THE FIRST CHURCH IN MANSFIELD

The Rev. James ROWLAND, of the First Presbyterian Church, commenced his pastorate in 1820 and continued half a century. In writing of those early times, he said: "Mansfield, in 1820, numbered about two or three hundred inhabitants. About the center of the public square, there was an edifice about twenty by thirty feet in length and breadth, and two stories in heighth. The stairway leading to the entrance of the second story was outside the building on the north side. The lower story was divided into three compartments. The west half was used for a jailer's residence, the south half of the east side as a cell where criminals were confined. The building was of logs and was unpainted, inside and out. The edifice served for various purposes.
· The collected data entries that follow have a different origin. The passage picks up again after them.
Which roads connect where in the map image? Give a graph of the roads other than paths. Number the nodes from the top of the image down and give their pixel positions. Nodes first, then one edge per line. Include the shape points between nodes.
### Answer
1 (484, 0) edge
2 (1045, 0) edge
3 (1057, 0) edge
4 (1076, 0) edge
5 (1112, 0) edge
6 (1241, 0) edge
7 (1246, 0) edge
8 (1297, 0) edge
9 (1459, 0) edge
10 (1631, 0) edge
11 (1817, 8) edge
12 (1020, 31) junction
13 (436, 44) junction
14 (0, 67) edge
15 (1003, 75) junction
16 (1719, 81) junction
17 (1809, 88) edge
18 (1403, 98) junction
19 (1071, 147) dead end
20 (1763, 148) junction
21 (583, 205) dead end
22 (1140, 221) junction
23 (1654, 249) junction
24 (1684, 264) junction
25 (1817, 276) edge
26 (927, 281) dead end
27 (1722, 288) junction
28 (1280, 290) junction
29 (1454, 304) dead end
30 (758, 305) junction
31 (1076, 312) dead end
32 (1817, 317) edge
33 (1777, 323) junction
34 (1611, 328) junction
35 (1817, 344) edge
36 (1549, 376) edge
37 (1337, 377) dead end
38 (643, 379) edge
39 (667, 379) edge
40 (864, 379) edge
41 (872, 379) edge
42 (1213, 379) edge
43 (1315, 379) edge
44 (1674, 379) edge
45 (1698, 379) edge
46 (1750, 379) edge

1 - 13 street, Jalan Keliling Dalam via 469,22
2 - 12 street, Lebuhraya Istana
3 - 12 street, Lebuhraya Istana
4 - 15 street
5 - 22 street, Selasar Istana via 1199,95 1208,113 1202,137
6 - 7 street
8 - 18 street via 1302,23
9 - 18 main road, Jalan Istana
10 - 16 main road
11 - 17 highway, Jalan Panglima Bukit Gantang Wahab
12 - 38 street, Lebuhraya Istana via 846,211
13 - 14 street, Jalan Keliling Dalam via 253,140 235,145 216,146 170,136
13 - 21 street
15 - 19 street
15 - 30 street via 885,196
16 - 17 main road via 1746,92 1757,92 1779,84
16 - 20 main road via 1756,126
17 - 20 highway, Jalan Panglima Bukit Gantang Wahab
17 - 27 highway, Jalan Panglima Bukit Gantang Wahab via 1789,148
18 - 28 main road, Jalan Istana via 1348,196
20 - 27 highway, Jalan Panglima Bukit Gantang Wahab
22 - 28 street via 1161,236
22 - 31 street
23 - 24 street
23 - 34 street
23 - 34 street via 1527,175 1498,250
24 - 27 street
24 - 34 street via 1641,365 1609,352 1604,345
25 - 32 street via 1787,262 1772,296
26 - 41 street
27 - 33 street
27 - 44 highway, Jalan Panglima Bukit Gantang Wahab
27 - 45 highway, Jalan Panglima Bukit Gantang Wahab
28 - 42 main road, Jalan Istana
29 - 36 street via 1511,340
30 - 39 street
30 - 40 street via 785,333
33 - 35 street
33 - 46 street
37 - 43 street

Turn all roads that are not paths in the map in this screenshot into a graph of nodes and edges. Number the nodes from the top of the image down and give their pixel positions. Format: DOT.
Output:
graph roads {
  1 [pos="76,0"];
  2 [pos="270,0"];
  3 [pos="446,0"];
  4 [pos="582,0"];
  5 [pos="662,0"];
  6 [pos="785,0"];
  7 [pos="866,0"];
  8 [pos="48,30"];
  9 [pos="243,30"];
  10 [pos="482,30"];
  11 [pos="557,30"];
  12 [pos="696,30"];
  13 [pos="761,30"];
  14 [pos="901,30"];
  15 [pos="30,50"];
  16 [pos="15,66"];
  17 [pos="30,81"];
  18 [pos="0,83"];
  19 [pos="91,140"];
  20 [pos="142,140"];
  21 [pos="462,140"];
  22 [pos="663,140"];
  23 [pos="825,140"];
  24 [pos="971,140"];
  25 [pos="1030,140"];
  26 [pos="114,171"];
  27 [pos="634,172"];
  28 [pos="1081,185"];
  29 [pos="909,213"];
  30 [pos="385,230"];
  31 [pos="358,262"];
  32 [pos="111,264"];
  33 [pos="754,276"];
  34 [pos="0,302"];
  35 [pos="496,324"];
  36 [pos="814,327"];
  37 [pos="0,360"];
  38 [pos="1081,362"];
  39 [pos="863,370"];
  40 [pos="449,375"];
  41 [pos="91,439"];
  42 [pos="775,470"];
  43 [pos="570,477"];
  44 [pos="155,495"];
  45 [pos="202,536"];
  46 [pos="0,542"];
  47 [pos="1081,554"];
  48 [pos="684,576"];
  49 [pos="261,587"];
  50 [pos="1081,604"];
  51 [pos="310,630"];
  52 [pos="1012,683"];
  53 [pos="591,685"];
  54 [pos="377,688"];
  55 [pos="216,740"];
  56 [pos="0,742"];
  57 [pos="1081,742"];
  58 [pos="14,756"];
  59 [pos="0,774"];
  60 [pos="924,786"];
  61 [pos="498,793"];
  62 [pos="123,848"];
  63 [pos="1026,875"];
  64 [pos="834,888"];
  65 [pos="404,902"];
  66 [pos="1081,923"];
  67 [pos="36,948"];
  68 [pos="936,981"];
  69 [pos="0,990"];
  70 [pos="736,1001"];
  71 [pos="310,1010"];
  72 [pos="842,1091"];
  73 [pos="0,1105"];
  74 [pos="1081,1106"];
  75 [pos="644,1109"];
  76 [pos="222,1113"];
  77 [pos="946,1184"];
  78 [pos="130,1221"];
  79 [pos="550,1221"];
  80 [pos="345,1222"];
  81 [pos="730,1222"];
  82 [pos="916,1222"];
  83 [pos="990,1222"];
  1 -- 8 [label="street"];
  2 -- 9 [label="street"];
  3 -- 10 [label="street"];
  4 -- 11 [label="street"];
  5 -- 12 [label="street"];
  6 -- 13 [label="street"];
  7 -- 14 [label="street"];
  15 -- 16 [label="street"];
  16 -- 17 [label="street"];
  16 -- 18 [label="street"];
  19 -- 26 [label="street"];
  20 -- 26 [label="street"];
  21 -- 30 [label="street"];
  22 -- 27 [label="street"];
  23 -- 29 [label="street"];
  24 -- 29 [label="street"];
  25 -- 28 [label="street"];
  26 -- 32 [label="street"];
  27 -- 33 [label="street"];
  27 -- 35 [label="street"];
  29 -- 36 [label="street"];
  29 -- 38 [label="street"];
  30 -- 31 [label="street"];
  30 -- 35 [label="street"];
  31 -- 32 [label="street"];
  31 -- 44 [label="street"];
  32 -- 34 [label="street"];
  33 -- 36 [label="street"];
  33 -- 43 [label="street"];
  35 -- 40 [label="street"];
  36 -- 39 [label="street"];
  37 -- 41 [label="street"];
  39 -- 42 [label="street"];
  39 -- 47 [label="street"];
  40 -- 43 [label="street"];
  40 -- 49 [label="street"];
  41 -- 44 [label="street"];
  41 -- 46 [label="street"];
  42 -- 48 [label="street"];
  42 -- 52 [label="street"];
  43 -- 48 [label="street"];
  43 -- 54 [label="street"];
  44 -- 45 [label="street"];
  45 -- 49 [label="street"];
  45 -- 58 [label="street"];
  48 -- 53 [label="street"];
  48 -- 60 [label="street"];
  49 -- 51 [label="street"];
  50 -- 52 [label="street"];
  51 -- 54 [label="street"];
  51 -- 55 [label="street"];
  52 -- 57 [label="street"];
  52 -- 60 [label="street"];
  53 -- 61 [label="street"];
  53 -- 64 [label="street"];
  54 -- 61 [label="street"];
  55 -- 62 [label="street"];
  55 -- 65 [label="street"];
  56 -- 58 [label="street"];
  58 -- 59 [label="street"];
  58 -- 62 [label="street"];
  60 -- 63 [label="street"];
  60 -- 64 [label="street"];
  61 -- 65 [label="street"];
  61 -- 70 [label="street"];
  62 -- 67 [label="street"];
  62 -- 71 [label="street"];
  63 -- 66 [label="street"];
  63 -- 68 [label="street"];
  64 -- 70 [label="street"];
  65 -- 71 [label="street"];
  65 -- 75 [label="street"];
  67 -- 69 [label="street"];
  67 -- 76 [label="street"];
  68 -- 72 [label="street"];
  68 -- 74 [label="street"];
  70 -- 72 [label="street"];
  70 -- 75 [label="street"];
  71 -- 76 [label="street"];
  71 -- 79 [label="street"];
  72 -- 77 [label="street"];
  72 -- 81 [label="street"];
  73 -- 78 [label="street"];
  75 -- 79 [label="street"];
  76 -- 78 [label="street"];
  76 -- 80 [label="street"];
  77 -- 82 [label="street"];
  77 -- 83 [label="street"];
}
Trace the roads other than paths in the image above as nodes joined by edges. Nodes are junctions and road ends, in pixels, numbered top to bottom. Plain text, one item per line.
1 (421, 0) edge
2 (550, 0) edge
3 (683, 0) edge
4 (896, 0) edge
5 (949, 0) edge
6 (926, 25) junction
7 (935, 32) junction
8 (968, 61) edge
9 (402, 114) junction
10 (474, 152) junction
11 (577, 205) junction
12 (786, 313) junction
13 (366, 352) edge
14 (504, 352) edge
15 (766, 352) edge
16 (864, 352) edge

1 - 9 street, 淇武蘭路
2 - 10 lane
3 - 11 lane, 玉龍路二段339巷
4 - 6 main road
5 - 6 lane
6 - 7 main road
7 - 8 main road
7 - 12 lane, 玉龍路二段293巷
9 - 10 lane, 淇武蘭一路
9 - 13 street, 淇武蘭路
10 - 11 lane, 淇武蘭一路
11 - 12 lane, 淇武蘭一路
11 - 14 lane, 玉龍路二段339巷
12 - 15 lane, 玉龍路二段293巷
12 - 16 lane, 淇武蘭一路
People of all denominations except the Methodist (who had a small frame church in the northeast part of the town as early as 1820) worshipped in the upper story. There, too, the county courts were held, and public meetings generally. On the east and west sides of this room were fireplaces, and a stove near the center; and often in the coldest weather, by reason of the flues drawing downward, instead of upward, the fuel had to be carried out, or the fire quenched or the inmates suffocated by smoke. In that room I preached every alternate Sabbath for two or three years, and sometimes while trying to preach I saw the moisture of my breath as it was congealed in passing off in the cold air. At such time in that sanctuary, it may well be imagined that both hearers and minister were sensible to their need of a good share of internal heat to enable them to withstand the external cold."